● INSTRUCTIONS TO FOLLOW: If a line in the listing below includes the word "SHAH", pick it out.

● INPUT:

[Start of Attachment]

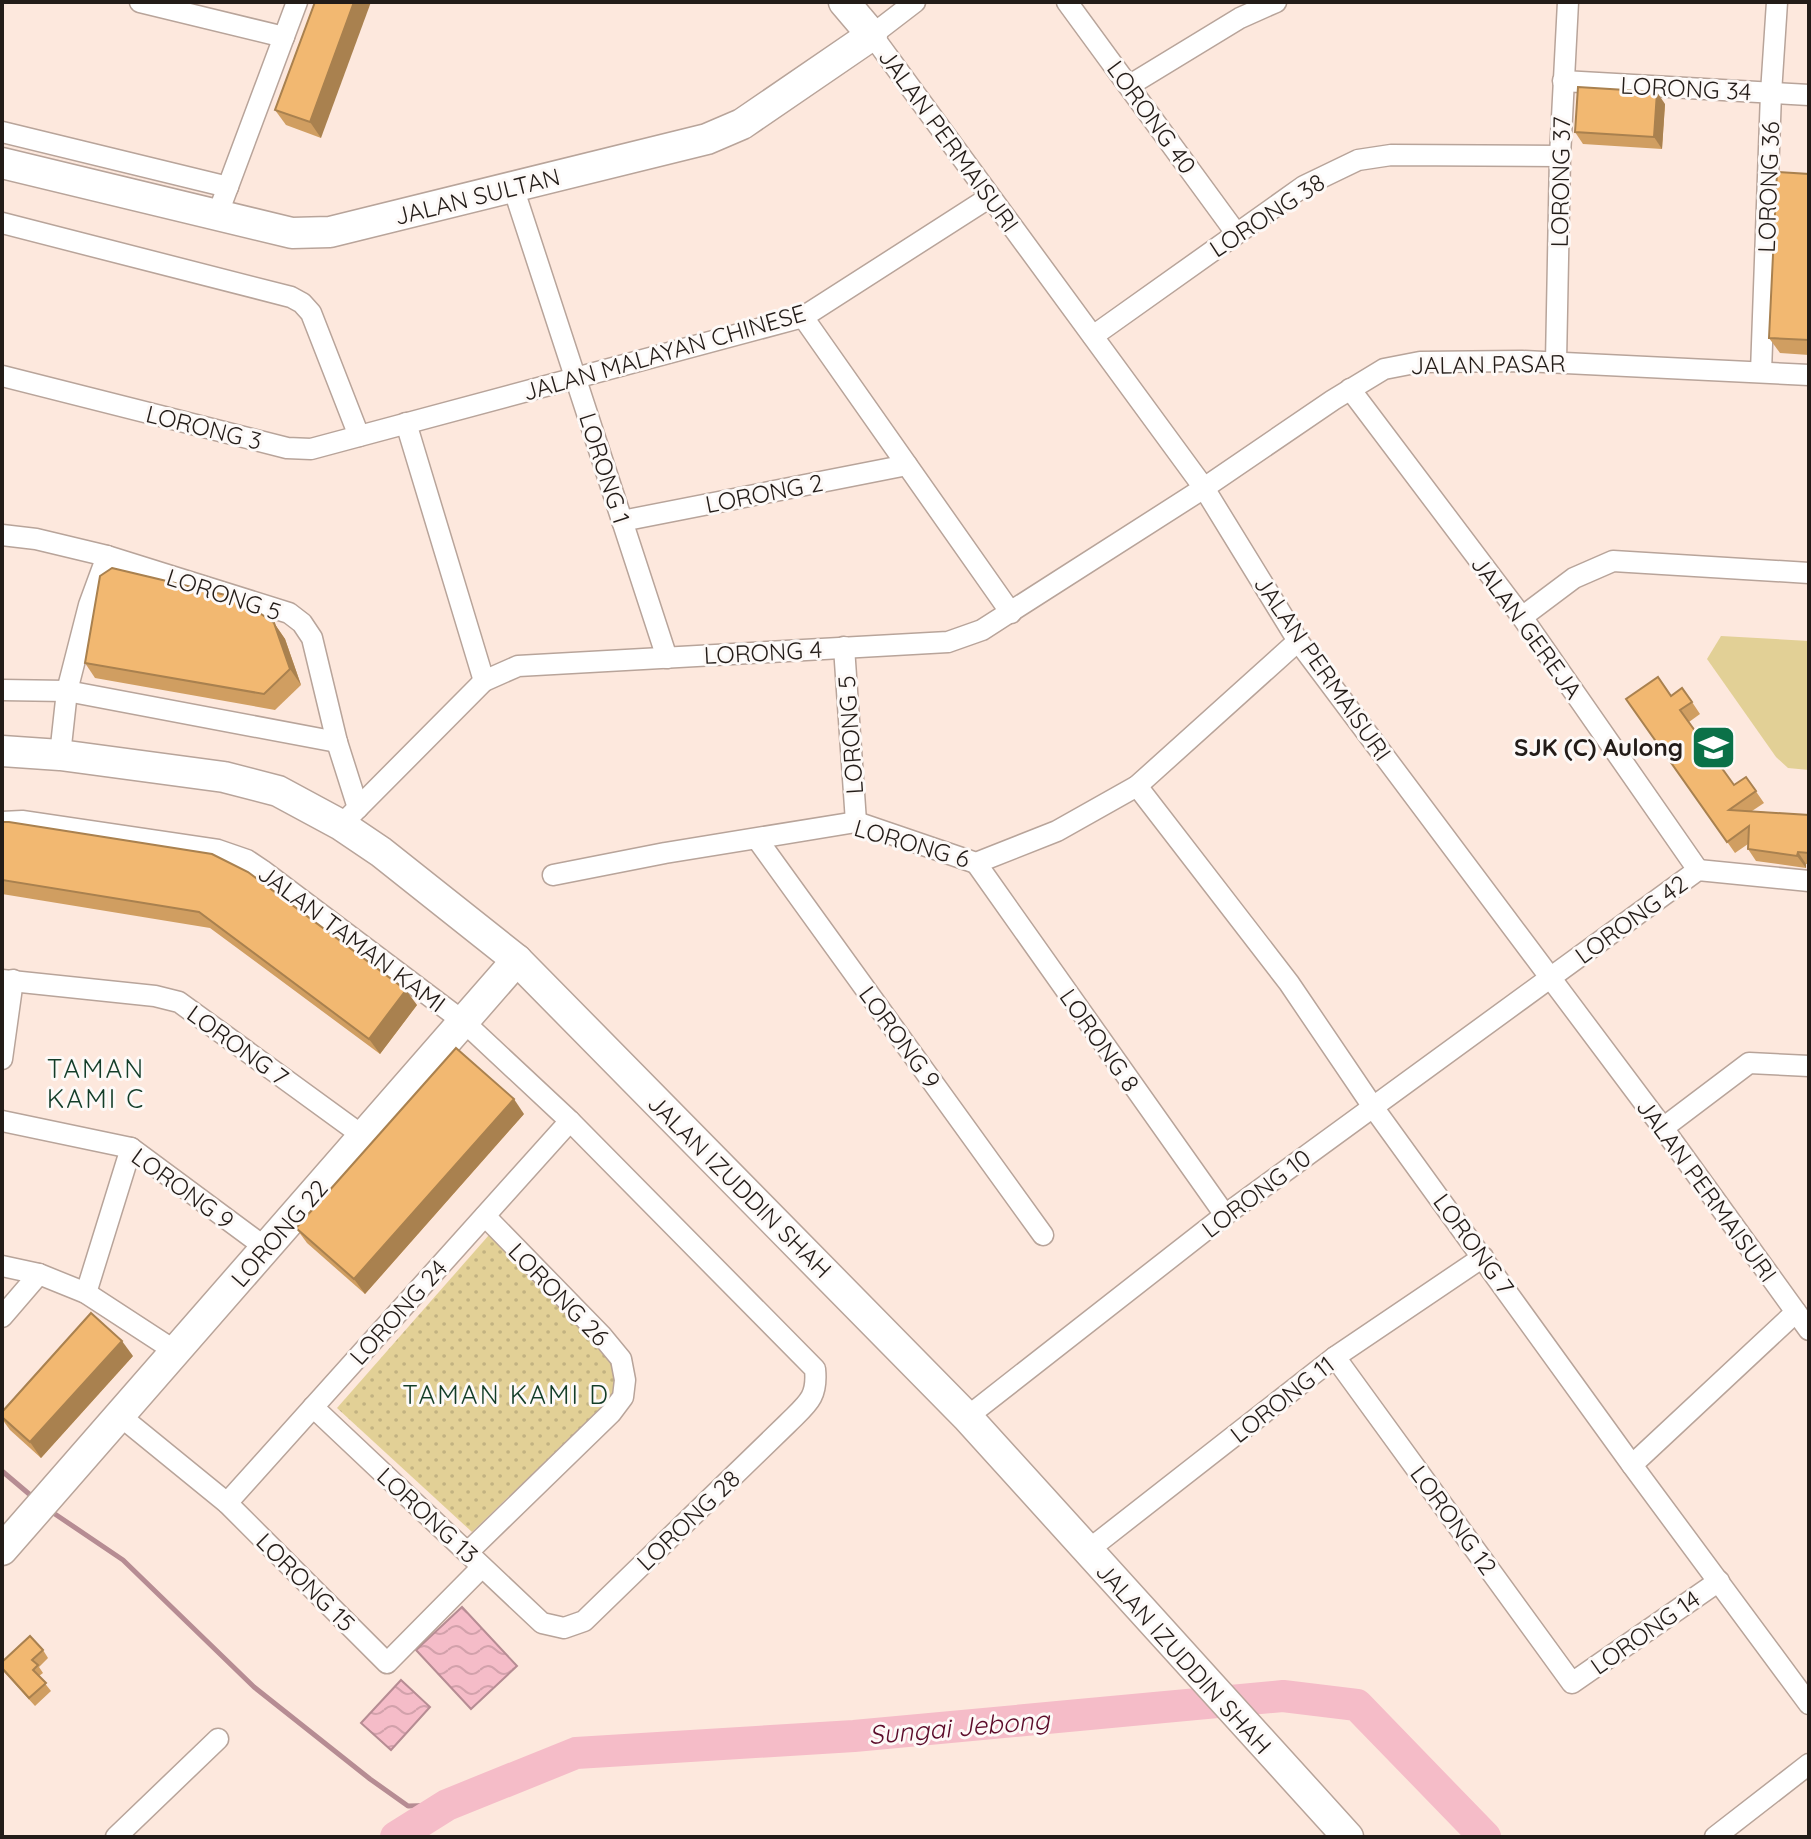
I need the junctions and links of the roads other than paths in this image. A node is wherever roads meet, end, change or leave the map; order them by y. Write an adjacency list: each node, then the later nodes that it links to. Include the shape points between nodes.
1 (140, 2): 10 (street)
2 (297, 2): 10 (street)
3 (844, 2): 9 (main road, JALAN PERMAISURI)
4 (915, 2): 9 (street, JALAN SULTAN)
5 (1067, 2): 12 (street, LORONG 40)
6 (1276, 2): 12 (street)
7 (1568, 2): 11 (street, LORONG 37)
8 (1777, 2): 13 (street, LORONG 36)
9 (872, 35): 19 (main road, JALAN SULTAN, via 726,132); 20 (street, JALAN PERMAISURI)
10 (284, 37): 18 (street)
11 (1563, 81): 13 (street, LORONG 34); 16 (street, LORONG 37)
12 (1130, 85): 23 (street, LORONG 40)
13 (1771, 93): 14 (street, LORONG 34); 27 (street, LORONG 36)
14 (1809, 95)
15 (2, 132): 18 (street)
16 (1560, 156): 23 (street, LORONG 38, via 1374,156 1304,186); 26 (street, LORONG 37)
17 (2, 163): 21 (main road, JALAN SULTAN)
18 (228, 187): 21 (street)
19 (513, 187): 21 (main road, JALAN SULTAN, via 330,232 292,233); 30 (street, LORONG 1)
20 (990, 197): 24 (street, JALAN MALAYAN CHINESE); 25 (street, JALAN PERMAISURI)
21 (217, 216)
22 (2, 223): 33 (street, via 302,303 311,313)
23 (1236, 233): 25 (street, LORONG 38)
24 (803, 317): 30 (street, JALAN MALAYAN CHINESE); 34 (street)
25 (1093, 336): 35 (street, JALAN PERMAISURI)
26 (1556, 362): 27 (street, JALAN PASAR); 31 (street, JALAN PASAR, via 1420,362 1384,369)
27 (1761, 372): 28 (street, JALAN PASAR)
28 (1809, 375)
29 (2, 376): 33 (street, LORONG 3, via 287,448 311,449)
30 (575, 378): 32 (street, JALAN MALAYAN CHINESE); 36 (street, LORONG 1)
31 (1350, 389): 35 (street, JALAN PASAR); 41 (street, JALAN GEREJA)
32 (406, 423): 33 (street, LORONG 3); 45 (street)
33 (359, 436)
34 (907, 465): 36 (street, LORONG 2); 40 (street)
35 (1204, 488): 40 (street, LORONG 4); 42 (street, JALAN PERMAISURI)
36 (622, 521): 44 (street, LORONG 1)
37 (2, 535): 38 (street, LORONG 5)
38 (107, 556): 47 (street); 48 (street, LORONG 5, via 289,613 302,623 312,638)
39 (1809, 573): 41 (street, via 1613,561 1574,578)
40 (1011, 613): 43 (street, LORONG 4, via 948,642)
41 (1522, 617): 57 (street, JALAN GEREJA)
42 (1298, 641): 51 (street, LORONG 6); 61 (street, JALAN PERMAISURI)
43 (844, 647): 44 (street, LORONG 4); 54 (street, LORONG 5)
44 (667, 658): 45 (street, LORONG 4, via 518,666)
45 (484, 681): 52 (street, LORONG 4)
46 (2, 690): 47 (street)
47 (67, 691): 48 (street); 50 (street)
48 (337, 742): 52 (street, LORONG 5)
49 (2, 751): 50 (main road, JALAN IZUDDIN SHAH)
50 (60, 755): 52 (main road, JALAN IZUDDIN SHAH, via 224,777)
51 (1137, 786): 56 (street, LORONG 6, via 1057,831); 66 (street, LORONG 7, via 1289,983)
52 (350, 816): 60 (main road, JALAN IZUDDIN SHAH, via 381,852)
53 (2, 822): 63 (street, JALAN TAMAN KAMI, via 218,850 247,860)
54 (856, 822): 55 (street, LORONG 6); 56 (street, LORONG 6)
55 (757, 839): 58 (street, LORONG 6); 74 (street, LORONG 9)
56 (976, 863): 72 (street, LORONG 8)
57 (1698, 870): 59 (street, LORONG 42); 61 (street, LORONG 42)
58 (553, 875)
59 (1809, 881)
60 (517, 960): 63 (main road, LORONG 22); 87 (main road, JALAN IZUDDIN SHAH)
61 (1551, 978): 66 (street, LORONG 10); 69 (street, JALAN PERMAISURI)
62 (8, 980): 64 (street); 70 (street, LORONG 7, via 179,1002)
63 (479, 1004): 68 (street); 70 (main road, LORONG 22)
64 (2, 1059)
65 (1809, 1066): 69 (street, via 1749,1063)
66 (1373, 1107): 72 (street, LORONG 10); 76 (street, LORONG 7)
67 (2, 1121): 71 (street, LORONG 9)
68 (570, 1121): 73 (street, LORONG 24); 94 (street, LORONG 28, via 815,1369 817,1385 787,1424 584,1621 564,1628)
69 (1663, 1128): 80 (street, JALAN PERMAISURI)
70 (363, 1136): 75 (main road, LORONG 22)
71 (131, 1148): 75 (street, LORONG 9); 79 (street)
72 (1225, 1215): 87 (street, LORONG 10)
73 (485, 1216): 85 (street, LORONG 24); 92 (street, LORONG 26, via 602,1336 621,1359 625,1380 623,1397 611,1413)
74 (1043, 1235)
75 (266, 1248): 83 (main road, LORONG 22)
76 (1483, 1257): 84 (street, LORONG 11); 88 (street, LORONG 7)
77 (2, 1266): 78 (street)
78 (39, 1274): 79 (street); 81 (street)
79 (86, 1293): 83 (street)
80 (1796, 1312): 82 (street, JALAN PERMAISURI); 88 (street)
81 (2, 1317)
82 (1809, 1330)
83 (175, 1351): 86 (main road, LORONG 22)
84 (1335, 1357): 91 (street, LORONG 11); 95 (street, LORONG 12)
85 (313, 1407): 89 (street, LORONG 24); 92 (street, LORONG 13)
86 (119, 1415): 89 (street, LORONG 15); 90 (main road, LORONG 22)
87 (967, 1417): 91 (main road, JALAN IZUDDIN SHAH)
88 (1632, 1465): 93 (street, LORONG 7)
89 (227, 1503): 92 (street, LORONG 15, via 387,1663)
90 (2, 1550)
91 (1087, 1551): 100 (main road, JALAN IZUDDIN SHAH)
92 (475, 1559): 94 (street, LORONG 13)
93 (1719, 1581): 95 (street, LORONG 14); 96 (street, LORONG 7)
94 (542, 1623)
95 (1572, 1683)
96 (1809, 1704)
97 (218, 1739): 99 (street)
98 (1809, 1764): 101 (street)
99 (116, 1837)
100 (1348, 1837)
101 (1715, 1837)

[End of Attachment]

● RESULT:
49 (2, 751): 50 (main road, JALAN IZUDDIN SHAH)
50 (60, 755): 52 (main road, JALAN IZUDDIN SHAH, via 224,777)
52 (350, 816): 60 (main road, JALAN IZUDDIN SHAH, via 381,852)
60 (517, 960): 63 (main road, LORONG 22); 87 (main road, JALAN IZUDDIN SHAH)
87 (967, 1417): 91 (main road, JALAN IZUDDIN SHAH)
91 (1087, 1551): 100 (main road, JALAN IZUDDIN SHAH)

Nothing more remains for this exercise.